Clustering of circRNAs
When clustering circRNAs based on their coverage profiles, it becomes noticeable that different length of circRNA have distinguishable coverage profiles. If the clustering is performed on all circRNAs, the circRNAs will be grouped according to their length. Figure 6A shows an expected profile of short circRNAs, the median length of circles belonging to this cluster is only 560 base pairs whereas circRNAs from cluster in Fig. 6B are of 1,073 base pairs median length. Very long circRNAs are only covered around the chimeric junction and no reads align to the middle of the circle. This profile can be observed in Fig. 6C where circRNAs are 1,434 base pairs long on average.

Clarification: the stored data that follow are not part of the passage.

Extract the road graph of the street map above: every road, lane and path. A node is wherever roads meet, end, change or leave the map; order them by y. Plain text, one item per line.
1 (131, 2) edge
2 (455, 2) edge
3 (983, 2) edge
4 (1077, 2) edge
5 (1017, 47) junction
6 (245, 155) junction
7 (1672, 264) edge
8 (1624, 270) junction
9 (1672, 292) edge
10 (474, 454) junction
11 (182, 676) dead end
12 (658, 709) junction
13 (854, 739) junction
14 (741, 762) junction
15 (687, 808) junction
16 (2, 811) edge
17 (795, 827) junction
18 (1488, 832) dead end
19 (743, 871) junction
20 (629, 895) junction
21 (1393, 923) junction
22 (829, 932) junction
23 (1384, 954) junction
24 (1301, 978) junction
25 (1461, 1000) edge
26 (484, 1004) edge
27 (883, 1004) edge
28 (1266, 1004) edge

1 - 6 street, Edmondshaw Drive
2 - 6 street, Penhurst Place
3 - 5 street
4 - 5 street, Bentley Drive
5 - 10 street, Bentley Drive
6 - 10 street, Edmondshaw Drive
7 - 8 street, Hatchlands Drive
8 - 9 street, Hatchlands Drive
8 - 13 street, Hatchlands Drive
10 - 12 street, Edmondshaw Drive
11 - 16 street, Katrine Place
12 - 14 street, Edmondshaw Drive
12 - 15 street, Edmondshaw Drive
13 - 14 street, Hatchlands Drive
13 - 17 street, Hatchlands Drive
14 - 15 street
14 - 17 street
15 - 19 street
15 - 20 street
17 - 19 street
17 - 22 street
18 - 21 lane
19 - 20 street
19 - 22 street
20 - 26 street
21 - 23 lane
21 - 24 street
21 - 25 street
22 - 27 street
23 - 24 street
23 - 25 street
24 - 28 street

If circRNAs are grouped by length (short, medium, long) before the clustering analysis is performed unexpected coverage profiles emerge. While the majority of cluster show a for this length typical coverage profile such as Fig. 7A, a few cluster contain circRNAs with an unusual coverage profile such as an unbalanced chimeric junction as in Fig. 7B. While circRNAs with an even coverage profile are likely to be true circRNAs (compare Fig. 2B case 1 and 2), candidates with an unbalanced junction could originate from other events (compare Fig. 2B case 3).
This study presents a new tool to help further characterize circRNA candidates. Our tool, FUCHS, is able to identify alternative exon usage within the same circle boundaries, summarize the different circles emerging from the same host-gene, quantify double-breakpoint fragments as indicator for circularity and visualize a circRNA’s read coverage profile independent of any genome browser.
When over-expressing circular isoforms to gain insights into the function or biogenesis of the target circRNA it is crucial to know the exact exon structure in order to express only the desired isoform. Furthermore, integrating knowledge about the exact exon structure could lead to a more accurate differential motif enrichment and miRNA seed analysis. Information about double-breakpoint fragments and coverage profiles of a circRNA can be used to filter out likely false positives e.g., if a circRNA is supported only by single-breakpoint fragments, although the circle is shorter than the fragment length, thus if it was a true circRNA it should be supported by double-breakpoint fragments. Plotting the individual coverage profiles allows the user to quickly examine all circles to get a general idea about coverage, length and number of exons, as a first quality measure of the data.
Altogether FUCHS is a valuable tool to characterize circRNAs. FUCHS provides the user with directions for further steps to investigate the circRNA’s function and biogenesis.